## Aim of the task
Show every line in the entries below where the word "paths" appears.
Source information section start
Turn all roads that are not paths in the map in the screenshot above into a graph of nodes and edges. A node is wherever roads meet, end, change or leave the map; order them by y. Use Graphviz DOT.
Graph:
Source information section end
Source information section start
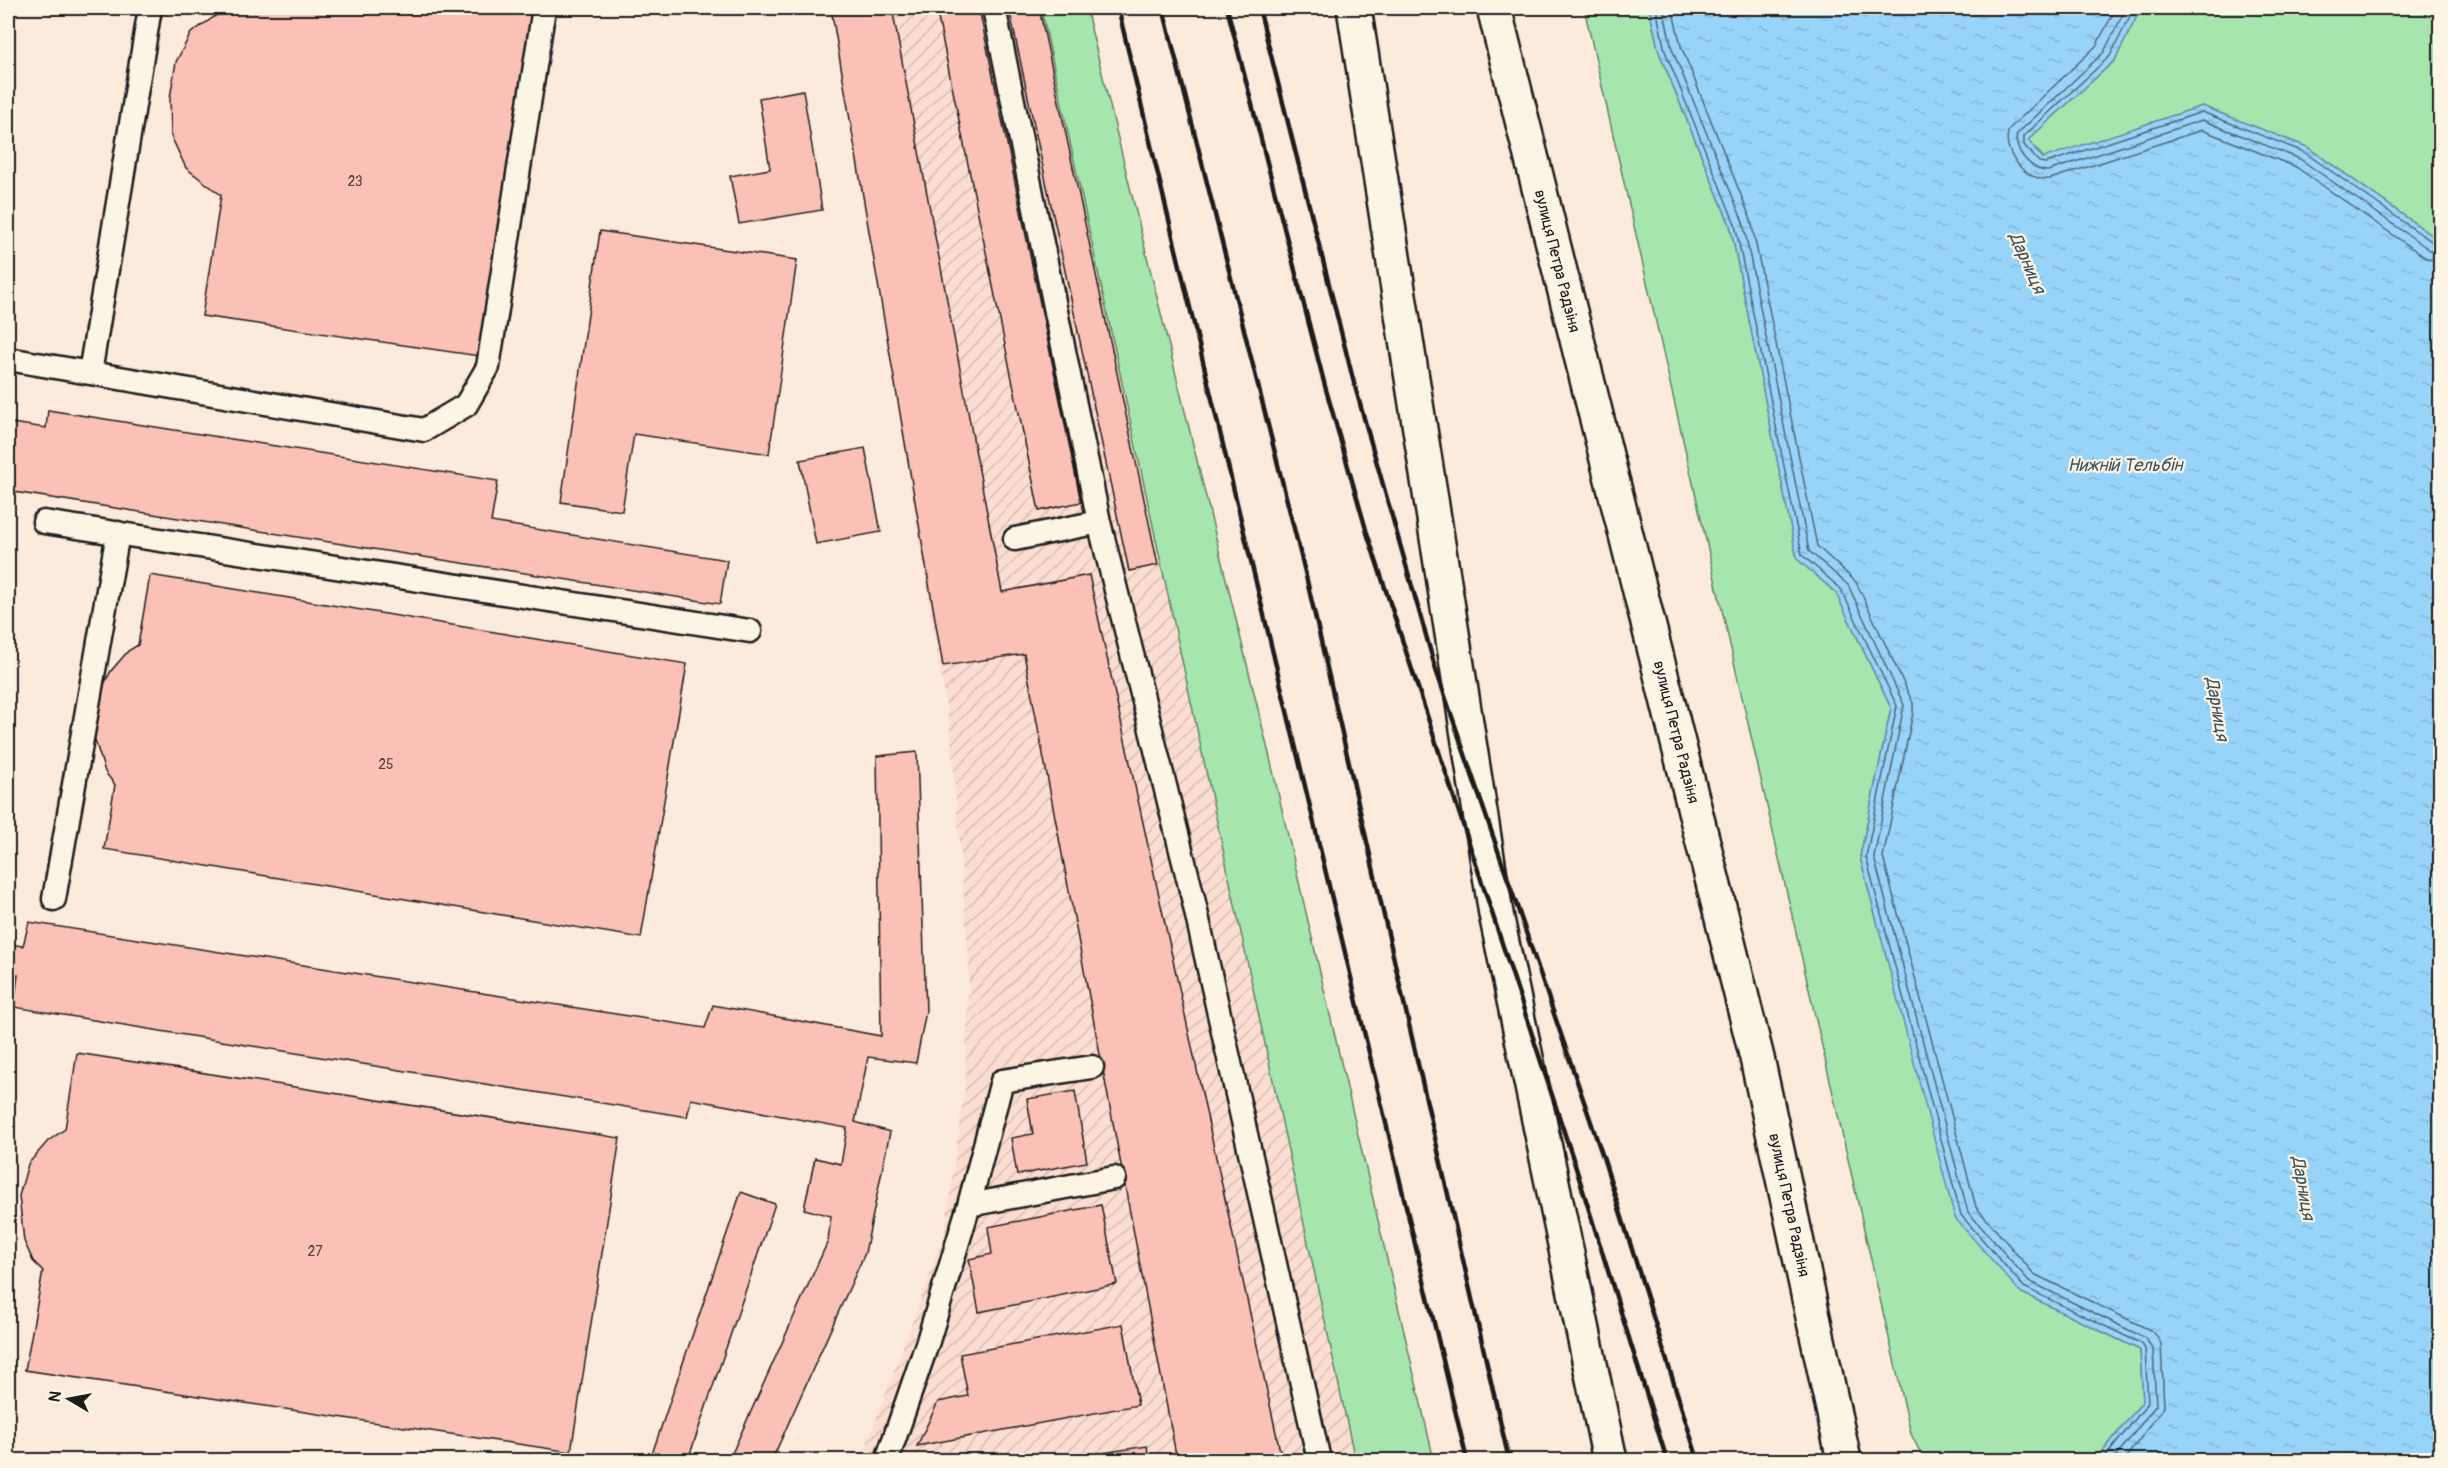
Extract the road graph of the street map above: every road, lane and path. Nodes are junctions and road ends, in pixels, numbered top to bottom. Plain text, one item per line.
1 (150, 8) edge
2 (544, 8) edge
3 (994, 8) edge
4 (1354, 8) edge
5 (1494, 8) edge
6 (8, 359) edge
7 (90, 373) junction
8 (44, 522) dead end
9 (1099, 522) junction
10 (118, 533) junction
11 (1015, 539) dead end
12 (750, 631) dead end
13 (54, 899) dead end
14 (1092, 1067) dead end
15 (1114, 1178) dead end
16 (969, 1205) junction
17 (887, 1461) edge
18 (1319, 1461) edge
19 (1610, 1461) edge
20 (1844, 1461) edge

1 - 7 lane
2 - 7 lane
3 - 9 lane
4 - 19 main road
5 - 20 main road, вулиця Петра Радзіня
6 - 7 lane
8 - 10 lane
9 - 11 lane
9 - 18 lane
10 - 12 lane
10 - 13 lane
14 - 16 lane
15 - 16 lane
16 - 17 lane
Source information section end
Source information section start
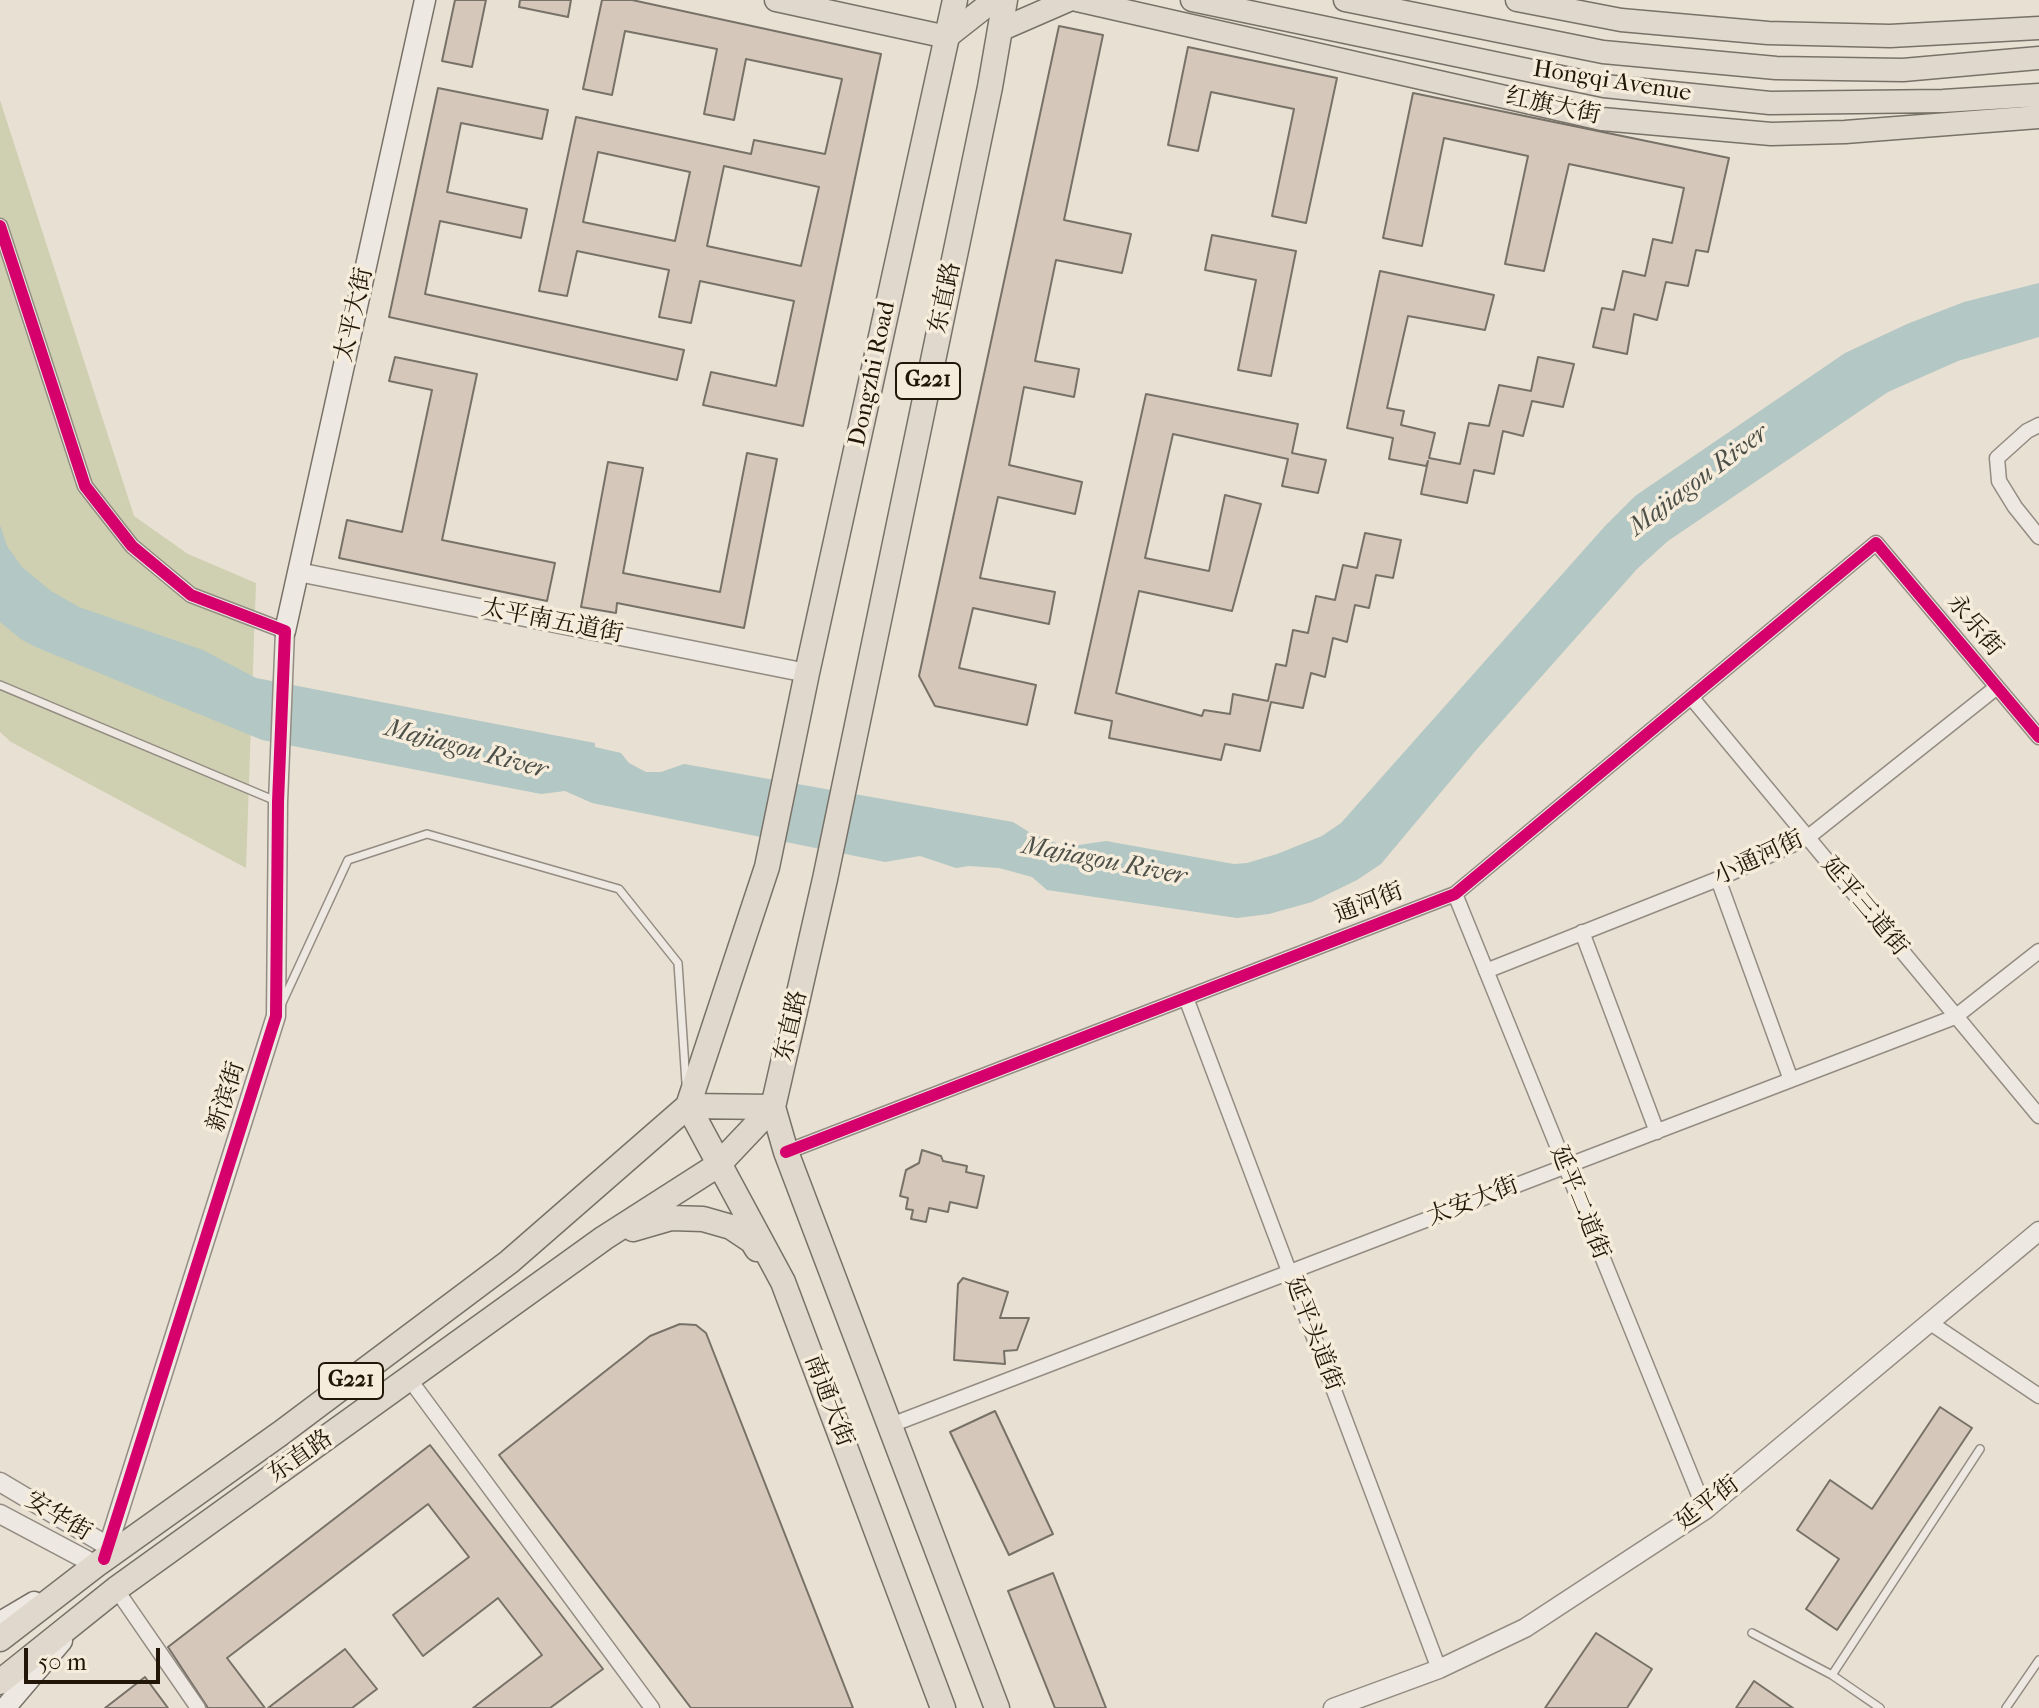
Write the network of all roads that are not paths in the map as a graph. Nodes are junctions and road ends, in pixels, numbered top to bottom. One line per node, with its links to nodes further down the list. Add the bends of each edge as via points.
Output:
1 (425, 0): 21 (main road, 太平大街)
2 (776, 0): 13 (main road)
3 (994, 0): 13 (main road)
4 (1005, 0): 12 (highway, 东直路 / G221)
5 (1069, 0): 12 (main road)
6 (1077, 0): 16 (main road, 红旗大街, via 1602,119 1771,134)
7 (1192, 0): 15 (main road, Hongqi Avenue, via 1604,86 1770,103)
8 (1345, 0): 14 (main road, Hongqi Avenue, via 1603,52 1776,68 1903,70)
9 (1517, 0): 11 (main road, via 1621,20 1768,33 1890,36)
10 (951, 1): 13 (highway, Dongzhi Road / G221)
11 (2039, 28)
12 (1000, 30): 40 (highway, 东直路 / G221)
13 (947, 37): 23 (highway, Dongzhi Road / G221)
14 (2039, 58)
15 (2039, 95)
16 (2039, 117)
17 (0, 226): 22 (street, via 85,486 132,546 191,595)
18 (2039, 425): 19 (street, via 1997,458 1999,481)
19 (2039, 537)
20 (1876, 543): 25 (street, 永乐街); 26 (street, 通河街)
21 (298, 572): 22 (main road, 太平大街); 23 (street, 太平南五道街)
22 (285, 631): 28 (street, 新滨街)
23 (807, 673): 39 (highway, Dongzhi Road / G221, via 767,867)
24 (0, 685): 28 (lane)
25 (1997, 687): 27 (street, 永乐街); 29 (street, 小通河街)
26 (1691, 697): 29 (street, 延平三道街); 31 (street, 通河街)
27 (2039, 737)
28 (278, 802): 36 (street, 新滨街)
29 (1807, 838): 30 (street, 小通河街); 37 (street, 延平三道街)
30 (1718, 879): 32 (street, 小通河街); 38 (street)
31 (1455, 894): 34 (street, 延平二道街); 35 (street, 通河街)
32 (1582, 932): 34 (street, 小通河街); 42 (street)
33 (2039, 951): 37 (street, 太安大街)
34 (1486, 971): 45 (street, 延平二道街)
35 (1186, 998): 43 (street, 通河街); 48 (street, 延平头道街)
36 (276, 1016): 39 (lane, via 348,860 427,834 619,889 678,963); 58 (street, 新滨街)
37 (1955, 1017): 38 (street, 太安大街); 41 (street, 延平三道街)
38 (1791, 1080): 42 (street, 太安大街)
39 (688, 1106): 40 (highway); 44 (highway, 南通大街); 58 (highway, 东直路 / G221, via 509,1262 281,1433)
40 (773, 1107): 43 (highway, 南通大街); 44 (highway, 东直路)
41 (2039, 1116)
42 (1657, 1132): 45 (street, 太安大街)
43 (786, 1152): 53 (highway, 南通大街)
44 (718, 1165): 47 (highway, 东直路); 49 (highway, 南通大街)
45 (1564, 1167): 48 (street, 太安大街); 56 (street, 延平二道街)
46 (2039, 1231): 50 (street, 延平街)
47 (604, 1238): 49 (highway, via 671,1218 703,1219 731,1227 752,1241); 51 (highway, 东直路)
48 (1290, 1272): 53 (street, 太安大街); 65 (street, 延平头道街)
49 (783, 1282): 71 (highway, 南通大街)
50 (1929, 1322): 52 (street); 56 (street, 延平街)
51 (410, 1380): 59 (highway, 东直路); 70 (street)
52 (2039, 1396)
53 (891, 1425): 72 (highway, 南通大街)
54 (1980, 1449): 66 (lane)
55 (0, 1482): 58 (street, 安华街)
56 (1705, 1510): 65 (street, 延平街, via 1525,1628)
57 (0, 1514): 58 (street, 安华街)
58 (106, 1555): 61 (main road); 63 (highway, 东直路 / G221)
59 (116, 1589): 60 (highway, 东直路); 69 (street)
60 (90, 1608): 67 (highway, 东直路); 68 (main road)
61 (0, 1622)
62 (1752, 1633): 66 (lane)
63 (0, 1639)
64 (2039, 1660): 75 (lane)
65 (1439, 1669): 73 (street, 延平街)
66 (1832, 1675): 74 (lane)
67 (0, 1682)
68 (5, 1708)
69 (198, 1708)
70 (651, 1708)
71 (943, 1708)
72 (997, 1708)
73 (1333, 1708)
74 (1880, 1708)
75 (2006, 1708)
Source information section end
## Written answer
Turn all roads that are not paths in the map in the screenshot above into a graph of nodes and edges. A node is wherever roads meet, end, change or leave the map; order them by y. Use Graphviz DOT.
Write the network of all roads that are not paths in the map as a graph. Nodes are junctions and road ends, in pixels, numbered top to bottom. One line per node, with its links to nodes further down the list. Add the bends of each edge as via points.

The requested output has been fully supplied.